Even so, for Natan, his calling cuts more than one way. First, intense physical and emotional anguish always presage and accompany his prophetic utterances, so that he’s completely outside himself and can’t hear his own words. If it happens among other people, he can only find out what he’s said after he recovers, though meanwhile, he sees how his listeners react. That separation puts him at a disadvantage. Secondly, though his status protects him, when Natan speaks to the king and the generals in his own guise, he’s risking his neck, especially if they think he’s criticizing them. It’s a delicate balance for Natan, who must resist the temptation to pretend that certain words come from God when they don’t, and he can be sure that these powerful men will ask. Further, contrary to what they assume, he doesn’t see how things will come to be, only what will be. Consequently, his presence at their councils creates tension, as do his divided feelings, and much rides on what he chooses to say or keep to himself.

The narrative of course grows much flesh on the bones of an oft-told story, but Brooks never lets her inventiveness betray her characters. For instance, how she shows David winning his epic combat with a slingshot, or how she explains why Batsheva was bathing on her roof, make perfect sense for the people involved. You know that these things will happen, but you don’t know how, or how people will view them, and that adds drama as well.

Then there’s the prose, though which Brooks re-creates an ancient landscape and ways of thought until you can practically touch them. Take this example, when Natan leaves his burning, corpse-ridden village forever, his father yet unburied, and his mother refuses to say goodbye:

I felt, in her shunning, the first of many turnings-away. It was hard for a child to feel that ebbing love, to sense an estrangement that I could do nothing to gainsay. For my part, I still loved her as much as I had the moment before my mouth opened and the words poured out of me. But like the leper when the first lesion darkens and pits his skin, I was marked in her eyes, blemished, unlovable.

As for quibbles, I do wish Brooks had scrapped the prologue; I dislike them, and they feel gimmicky. The narrative switches time perspectives, leaving me in the dust on occasion, though I caught up soon enough. Finally, when the five-year-old Shlomo (Solomon) speaks words that he’d later set down in Ecclesiastes, that feels a bit precious, much as I love their wisdom.
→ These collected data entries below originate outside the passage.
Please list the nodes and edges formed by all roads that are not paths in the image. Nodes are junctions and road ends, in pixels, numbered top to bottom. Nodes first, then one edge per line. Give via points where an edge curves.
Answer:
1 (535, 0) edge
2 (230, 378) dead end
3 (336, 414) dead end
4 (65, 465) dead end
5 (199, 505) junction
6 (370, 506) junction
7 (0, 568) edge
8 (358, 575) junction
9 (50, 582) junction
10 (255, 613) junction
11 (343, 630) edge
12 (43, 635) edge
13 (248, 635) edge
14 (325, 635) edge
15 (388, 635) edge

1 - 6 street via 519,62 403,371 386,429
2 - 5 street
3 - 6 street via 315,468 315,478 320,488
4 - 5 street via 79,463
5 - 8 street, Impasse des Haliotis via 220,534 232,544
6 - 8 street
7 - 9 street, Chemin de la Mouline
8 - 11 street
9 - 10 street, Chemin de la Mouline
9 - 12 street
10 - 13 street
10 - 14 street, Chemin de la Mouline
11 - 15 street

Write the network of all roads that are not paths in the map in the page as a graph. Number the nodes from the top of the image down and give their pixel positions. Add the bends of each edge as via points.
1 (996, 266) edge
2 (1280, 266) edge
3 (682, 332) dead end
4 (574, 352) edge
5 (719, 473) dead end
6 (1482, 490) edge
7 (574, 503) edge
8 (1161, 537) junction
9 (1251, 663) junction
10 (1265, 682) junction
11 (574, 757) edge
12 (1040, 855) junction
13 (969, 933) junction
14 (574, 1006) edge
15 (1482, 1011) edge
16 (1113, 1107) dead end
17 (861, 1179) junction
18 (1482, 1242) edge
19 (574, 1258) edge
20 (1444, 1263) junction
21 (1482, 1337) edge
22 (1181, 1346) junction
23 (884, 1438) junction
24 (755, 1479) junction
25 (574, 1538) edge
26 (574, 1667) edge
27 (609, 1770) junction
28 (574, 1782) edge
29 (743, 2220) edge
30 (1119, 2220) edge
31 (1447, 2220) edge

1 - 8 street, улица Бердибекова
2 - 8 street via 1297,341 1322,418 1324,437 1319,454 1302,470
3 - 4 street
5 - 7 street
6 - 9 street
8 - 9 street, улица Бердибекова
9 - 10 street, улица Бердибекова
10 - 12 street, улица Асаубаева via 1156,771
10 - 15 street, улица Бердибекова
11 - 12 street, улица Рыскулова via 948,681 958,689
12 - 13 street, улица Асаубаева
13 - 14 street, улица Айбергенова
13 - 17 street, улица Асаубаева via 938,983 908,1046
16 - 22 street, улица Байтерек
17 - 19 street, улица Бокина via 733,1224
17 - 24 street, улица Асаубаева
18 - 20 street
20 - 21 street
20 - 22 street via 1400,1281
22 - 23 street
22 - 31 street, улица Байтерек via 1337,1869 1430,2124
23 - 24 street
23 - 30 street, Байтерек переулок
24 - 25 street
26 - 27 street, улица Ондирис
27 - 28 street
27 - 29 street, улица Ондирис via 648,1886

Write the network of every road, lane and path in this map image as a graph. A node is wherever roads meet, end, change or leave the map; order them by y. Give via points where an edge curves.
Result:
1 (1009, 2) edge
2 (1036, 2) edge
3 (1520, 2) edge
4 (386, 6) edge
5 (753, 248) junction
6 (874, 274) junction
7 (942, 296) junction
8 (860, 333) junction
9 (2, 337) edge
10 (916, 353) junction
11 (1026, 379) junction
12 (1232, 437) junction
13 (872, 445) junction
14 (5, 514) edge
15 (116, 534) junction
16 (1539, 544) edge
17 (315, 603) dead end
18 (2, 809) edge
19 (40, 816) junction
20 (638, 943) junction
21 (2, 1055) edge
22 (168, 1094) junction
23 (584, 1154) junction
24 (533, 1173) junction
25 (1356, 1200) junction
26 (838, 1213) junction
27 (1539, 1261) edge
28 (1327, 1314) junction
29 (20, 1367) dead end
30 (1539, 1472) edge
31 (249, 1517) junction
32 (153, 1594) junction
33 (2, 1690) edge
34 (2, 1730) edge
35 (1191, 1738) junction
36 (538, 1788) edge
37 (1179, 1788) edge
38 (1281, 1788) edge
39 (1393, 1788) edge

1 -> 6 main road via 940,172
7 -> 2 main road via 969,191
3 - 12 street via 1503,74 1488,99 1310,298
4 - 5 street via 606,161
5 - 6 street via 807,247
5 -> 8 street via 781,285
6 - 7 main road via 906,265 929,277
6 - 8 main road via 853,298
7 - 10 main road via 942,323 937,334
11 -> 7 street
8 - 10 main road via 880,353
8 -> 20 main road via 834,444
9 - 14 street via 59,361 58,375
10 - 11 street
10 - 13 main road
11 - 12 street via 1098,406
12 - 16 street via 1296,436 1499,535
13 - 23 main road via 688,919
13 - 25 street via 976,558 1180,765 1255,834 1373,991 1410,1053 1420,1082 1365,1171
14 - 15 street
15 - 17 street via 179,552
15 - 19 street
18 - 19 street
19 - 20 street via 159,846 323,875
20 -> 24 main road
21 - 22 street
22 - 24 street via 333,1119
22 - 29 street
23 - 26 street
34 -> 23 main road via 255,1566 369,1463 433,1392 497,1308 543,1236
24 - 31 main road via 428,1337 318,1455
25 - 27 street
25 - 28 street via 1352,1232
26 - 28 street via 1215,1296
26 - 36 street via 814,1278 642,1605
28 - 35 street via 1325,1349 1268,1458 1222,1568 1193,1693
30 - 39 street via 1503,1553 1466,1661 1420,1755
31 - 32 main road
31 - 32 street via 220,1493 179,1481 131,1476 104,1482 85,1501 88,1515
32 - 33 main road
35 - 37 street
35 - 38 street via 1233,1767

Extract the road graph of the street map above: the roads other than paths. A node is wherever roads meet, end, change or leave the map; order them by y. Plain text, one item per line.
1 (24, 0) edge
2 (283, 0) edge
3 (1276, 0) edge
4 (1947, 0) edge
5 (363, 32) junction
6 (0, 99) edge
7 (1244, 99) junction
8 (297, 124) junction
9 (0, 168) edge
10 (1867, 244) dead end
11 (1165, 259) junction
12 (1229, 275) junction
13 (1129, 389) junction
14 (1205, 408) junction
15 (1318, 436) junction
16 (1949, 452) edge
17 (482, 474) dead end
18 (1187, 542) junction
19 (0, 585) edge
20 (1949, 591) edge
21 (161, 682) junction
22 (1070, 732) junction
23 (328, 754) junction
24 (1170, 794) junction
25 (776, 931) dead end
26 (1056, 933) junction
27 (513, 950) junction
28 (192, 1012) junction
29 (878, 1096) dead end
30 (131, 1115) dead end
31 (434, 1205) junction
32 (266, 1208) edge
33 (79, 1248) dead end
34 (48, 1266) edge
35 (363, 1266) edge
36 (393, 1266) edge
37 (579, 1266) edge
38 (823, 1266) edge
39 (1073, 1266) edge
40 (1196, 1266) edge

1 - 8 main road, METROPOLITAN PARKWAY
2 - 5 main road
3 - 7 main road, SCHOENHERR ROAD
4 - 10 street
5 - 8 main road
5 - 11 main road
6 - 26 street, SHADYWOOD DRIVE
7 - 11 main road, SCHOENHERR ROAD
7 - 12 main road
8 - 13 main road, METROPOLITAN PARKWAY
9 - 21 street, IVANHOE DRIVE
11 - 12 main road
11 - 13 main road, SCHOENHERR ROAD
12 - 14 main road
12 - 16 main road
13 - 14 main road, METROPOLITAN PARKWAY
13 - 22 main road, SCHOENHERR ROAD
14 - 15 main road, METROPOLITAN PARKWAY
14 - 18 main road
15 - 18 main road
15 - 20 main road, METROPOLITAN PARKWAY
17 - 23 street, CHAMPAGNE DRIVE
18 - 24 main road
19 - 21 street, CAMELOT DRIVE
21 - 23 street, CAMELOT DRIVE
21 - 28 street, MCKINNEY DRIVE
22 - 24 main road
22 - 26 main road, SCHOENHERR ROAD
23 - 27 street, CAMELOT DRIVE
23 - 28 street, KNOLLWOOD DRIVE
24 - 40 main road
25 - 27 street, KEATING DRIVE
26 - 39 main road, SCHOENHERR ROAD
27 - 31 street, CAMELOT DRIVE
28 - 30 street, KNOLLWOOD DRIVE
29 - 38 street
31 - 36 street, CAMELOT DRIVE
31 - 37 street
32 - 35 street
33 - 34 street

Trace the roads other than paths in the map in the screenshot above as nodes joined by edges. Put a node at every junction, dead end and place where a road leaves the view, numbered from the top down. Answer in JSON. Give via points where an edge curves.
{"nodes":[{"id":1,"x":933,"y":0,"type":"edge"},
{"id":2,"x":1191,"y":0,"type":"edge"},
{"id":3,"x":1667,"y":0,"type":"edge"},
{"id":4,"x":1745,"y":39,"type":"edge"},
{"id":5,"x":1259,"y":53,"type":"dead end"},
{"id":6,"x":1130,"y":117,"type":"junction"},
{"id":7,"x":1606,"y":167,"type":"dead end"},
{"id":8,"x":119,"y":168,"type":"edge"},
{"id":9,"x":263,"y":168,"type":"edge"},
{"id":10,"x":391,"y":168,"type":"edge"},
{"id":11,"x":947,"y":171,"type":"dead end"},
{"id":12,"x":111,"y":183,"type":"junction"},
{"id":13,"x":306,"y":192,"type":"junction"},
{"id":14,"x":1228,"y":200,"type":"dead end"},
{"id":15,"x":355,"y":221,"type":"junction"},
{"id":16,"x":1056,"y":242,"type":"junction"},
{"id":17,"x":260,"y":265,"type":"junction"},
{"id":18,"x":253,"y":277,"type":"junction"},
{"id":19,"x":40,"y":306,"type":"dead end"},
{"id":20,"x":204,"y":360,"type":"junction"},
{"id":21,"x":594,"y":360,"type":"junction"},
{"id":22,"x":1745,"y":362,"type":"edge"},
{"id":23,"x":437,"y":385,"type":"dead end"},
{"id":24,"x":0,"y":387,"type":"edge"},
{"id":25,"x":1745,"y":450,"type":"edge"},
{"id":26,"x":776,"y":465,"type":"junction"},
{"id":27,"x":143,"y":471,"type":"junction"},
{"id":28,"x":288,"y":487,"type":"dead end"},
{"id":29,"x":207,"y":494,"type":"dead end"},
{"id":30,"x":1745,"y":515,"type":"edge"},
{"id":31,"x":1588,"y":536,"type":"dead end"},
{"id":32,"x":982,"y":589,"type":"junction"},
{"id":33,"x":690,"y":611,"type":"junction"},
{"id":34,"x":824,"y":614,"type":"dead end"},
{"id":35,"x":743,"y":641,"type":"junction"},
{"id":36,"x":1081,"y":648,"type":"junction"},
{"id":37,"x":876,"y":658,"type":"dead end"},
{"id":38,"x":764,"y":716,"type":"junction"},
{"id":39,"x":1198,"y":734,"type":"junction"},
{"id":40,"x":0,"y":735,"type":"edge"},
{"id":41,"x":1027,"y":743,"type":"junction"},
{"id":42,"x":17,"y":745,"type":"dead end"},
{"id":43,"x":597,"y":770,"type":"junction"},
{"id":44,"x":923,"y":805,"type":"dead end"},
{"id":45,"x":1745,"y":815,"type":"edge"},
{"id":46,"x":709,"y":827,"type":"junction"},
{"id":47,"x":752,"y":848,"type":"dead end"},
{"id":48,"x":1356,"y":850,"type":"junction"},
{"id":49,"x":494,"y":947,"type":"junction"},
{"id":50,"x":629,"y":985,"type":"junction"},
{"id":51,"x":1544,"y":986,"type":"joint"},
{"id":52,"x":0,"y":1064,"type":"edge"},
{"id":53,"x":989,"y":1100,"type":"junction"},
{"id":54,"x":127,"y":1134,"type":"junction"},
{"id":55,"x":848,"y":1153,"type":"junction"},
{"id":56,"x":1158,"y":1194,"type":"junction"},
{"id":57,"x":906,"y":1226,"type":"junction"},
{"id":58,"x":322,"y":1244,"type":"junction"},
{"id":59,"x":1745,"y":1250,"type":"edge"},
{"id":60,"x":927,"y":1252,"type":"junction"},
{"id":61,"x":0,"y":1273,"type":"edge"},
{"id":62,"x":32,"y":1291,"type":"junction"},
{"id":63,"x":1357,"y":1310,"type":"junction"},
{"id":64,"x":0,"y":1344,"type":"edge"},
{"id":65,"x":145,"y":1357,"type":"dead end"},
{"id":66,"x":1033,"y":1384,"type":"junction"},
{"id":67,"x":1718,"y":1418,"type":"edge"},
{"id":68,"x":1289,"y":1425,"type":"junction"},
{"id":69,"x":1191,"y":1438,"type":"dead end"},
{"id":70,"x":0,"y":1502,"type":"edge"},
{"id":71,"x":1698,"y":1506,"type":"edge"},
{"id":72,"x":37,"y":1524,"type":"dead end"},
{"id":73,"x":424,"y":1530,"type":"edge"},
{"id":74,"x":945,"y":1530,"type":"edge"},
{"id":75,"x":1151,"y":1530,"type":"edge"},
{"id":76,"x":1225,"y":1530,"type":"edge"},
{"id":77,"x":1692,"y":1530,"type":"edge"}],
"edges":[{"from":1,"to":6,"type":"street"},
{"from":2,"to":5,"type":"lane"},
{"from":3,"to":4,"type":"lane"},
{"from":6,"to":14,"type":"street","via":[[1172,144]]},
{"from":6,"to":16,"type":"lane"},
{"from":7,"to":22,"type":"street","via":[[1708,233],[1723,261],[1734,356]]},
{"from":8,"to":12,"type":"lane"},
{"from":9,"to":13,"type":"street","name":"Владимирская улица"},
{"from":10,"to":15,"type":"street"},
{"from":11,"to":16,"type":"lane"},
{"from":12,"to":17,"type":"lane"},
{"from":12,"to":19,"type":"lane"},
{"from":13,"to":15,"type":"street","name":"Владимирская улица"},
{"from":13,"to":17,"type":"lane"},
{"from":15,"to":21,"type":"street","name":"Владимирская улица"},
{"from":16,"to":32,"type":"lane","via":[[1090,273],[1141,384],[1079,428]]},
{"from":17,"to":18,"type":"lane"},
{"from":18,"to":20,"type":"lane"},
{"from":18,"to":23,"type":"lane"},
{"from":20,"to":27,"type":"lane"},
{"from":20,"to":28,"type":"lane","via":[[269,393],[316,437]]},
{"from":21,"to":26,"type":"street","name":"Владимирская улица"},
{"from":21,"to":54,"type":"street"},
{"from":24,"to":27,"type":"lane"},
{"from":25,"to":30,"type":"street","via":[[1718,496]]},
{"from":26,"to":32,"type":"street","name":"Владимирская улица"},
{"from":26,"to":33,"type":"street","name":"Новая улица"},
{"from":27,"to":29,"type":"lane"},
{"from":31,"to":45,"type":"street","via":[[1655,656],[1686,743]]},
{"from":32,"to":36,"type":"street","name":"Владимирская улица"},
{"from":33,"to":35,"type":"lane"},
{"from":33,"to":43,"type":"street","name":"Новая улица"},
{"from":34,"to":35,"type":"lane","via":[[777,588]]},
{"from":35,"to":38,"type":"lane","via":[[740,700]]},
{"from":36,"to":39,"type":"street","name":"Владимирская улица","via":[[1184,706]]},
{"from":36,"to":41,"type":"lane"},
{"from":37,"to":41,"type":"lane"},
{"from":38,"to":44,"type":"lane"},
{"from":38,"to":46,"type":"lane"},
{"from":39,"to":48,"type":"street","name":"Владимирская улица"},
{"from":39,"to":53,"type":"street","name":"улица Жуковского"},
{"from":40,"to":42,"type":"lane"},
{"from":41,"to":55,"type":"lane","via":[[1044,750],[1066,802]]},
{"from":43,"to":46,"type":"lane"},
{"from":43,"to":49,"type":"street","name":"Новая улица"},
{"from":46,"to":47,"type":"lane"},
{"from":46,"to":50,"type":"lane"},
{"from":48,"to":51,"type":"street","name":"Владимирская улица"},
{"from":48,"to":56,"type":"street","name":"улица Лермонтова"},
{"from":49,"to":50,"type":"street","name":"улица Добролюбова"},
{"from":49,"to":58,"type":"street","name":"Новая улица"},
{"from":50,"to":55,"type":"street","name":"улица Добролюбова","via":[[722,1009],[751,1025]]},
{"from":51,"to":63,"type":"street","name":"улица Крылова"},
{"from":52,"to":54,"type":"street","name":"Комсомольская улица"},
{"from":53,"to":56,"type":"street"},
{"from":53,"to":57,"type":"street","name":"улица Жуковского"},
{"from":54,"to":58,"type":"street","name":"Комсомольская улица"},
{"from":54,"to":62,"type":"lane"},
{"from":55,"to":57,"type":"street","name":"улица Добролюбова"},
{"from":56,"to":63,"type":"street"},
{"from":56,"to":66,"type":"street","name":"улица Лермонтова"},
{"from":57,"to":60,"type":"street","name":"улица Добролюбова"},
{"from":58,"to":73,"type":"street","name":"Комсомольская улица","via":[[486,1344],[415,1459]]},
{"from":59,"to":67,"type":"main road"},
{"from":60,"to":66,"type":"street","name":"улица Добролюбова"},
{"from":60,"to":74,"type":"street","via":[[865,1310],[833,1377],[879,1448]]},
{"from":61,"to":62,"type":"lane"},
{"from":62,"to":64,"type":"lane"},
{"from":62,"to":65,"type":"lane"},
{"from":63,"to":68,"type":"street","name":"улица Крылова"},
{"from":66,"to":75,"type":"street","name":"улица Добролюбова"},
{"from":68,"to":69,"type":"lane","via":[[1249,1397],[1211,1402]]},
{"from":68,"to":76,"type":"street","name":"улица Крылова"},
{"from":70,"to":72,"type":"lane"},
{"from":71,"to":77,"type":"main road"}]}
He’s a prodigy, sure, but it’s actually more meaningful that Brooks stresses David’s vanity, a subtle contrast with the philosophy that his son would later express.

This is the fourth novel of Brooks’s I’ve read (see my review of Year of Wonders, January 5). But I like this one the best of any, and I wouldn’t be surprised if The Secret Chord, like March, earned her a Pulitzer Prize.

Disclaimer: I obtained my reading copy of this book from the public library.